A line integral (sometimes called a path integral) is the integral of some function along a curve. One can integrate a scalar-valued function along a curve, obtaining for example, the mass of a wire from its density. One can also integrate a certain type of vector-valued functions along a curve.

## What are line and surface integrals explain them with examples?

A line integral is an integral where the function to be integrated is evaluated along a curve and a surface integral is a generalization of multiple integrals to integration over surfaces. It can be thought of as the double integral analog of the line integral.

**Which of the following is an example of vector field?**

A gravitational field generated by any massive object is also a vector field. For example, the gravitational field vectors for a spherically symmetric body would all point towards the sphere’s center with the magnitude of the vectors reducing as radial distance from the body increases.

**How do you do line integrals?**

This is red curve is the curve in which the line integral is performed….Definition of a Line Integral.

requirement | simple integrals | For line integrals |
---|---|---|

2 | the equation of the path in parametric form (x(t),y(t)) | |

3 | bounds in terms of x=a and x=b | the bounds in terms of t=a and t=b |

### What do line integrals represent?

A line integral allows for the calculation of the area of a surface in three dimensions.
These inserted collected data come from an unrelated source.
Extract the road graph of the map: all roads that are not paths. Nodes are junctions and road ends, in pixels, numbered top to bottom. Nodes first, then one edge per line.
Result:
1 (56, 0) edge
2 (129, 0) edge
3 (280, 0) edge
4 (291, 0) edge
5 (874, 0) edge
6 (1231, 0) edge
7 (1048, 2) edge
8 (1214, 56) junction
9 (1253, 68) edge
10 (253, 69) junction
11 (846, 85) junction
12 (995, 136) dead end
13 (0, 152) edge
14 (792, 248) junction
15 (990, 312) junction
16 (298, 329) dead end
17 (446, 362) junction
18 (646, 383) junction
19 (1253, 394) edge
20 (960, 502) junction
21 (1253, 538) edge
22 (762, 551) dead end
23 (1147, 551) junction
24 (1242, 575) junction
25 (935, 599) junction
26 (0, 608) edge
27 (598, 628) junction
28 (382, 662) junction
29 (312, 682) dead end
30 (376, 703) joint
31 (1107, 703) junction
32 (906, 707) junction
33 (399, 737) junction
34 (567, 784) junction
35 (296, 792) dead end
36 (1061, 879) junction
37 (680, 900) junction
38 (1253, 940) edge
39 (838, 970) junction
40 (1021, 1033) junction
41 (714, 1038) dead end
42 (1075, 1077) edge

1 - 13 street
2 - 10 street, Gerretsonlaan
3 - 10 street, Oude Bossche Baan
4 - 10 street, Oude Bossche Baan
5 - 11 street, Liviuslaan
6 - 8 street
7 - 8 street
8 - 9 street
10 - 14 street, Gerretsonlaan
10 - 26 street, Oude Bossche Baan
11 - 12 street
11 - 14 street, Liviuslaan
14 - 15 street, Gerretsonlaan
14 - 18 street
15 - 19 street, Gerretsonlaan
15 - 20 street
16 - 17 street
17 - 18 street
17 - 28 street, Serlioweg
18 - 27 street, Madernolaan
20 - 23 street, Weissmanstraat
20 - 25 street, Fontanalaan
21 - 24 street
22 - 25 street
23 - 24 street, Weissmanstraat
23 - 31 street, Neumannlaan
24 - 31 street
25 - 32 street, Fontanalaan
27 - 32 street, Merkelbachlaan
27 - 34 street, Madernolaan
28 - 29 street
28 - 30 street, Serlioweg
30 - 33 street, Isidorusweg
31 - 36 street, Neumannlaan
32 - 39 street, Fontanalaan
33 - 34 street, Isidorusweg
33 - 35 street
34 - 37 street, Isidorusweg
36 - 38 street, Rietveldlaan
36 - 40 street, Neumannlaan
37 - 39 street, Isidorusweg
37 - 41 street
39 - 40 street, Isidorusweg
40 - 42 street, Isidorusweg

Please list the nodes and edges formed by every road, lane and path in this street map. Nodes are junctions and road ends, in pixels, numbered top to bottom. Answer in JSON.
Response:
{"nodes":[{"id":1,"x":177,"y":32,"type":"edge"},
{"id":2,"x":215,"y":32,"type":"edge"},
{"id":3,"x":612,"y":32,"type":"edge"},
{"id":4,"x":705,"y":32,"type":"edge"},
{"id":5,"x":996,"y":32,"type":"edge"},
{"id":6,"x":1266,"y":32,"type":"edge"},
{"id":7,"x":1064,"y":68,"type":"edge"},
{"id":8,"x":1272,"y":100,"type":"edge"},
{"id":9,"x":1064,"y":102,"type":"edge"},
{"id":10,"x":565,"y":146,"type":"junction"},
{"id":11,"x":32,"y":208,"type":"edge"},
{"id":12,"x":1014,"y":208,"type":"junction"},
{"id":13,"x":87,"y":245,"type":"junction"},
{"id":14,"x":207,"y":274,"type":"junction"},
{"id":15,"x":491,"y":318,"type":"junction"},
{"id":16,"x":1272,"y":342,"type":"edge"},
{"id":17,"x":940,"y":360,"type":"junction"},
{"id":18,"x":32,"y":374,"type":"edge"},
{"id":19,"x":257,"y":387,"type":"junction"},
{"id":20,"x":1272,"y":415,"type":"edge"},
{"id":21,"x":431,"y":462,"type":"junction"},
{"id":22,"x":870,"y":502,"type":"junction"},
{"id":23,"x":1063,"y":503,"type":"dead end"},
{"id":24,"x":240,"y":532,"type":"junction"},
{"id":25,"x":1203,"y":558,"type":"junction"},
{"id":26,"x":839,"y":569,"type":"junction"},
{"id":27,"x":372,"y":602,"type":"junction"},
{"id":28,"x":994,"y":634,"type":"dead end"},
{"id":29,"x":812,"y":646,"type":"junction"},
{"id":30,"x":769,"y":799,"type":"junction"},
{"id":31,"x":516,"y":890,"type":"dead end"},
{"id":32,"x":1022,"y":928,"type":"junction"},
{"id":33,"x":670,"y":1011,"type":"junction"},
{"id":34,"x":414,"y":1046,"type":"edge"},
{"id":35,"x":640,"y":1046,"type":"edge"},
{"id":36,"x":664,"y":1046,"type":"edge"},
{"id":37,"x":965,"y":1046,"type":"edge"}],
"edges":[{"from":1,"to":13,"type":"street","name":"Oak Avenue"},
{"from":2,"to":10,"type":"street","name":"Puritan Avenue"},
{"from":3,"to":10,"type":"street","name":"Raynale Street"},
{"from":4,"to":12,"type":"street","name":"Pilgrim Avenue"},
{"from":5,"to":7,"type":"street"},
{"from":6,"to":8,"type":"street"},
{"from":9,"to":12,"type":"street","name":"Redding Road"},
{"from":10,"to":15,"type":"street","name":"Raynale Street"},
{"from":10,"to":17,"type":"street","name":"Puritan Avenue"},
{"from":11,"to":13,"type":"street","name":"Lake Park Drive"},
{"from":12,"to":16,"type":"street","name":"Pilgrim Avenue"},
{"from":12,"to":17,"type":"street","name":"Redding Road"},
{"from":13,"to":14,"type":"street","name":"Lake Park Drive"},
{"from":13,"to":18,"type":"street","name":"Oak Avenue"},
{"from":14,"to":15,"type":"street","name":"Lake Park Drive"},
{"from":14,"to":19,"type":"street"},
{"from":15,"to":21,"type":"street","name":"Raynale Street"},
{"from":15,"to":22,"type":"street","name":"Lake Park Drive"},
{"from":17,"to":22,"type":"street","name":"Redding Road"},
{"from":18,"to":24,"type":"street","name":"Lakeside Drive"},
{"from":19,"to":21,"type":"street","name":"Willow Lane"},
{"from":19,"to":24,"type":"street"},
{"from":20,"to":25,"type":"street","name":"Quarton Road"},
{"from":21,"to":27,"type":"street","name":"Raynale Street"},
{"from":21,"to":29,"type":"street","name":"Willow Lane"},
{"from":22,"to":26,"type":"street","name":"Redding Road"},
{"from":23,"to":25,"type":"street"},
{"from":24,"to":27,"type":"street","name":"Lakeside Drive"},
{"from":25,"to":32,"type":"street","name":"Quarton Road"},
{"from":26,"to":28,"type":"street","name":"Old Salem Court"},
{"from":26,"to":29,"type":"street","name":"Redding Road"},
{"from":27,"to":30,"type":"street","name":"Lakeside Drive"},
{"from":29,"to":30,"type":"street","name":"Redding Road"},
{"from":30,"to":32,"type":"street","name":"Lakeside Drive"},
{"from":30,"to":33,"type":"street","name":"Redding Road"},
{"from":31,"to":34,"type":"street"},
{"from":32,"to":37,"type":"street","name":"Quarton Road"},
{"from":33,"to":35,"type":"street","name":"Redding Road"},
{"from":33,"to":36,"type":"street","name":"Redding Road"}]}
Line integrals have a variety of applications. For example, in electromagnetics, they can be used to calculate the work done on a charged particle traveling along some curve in a force field represented by a vector field.

### What is the difference between line integral and double integral?

Our main objects of study will be two types of integrals: Double integrals, which are integrals over planar regions. Line or path integrals, which are integrals over curves.

**What is the difference between definite and line integral?**

Line integrals has a continuously varying value along that line. Definite integrals express as the difference between the value of the integral at specified appear and lower limit of the independent variable.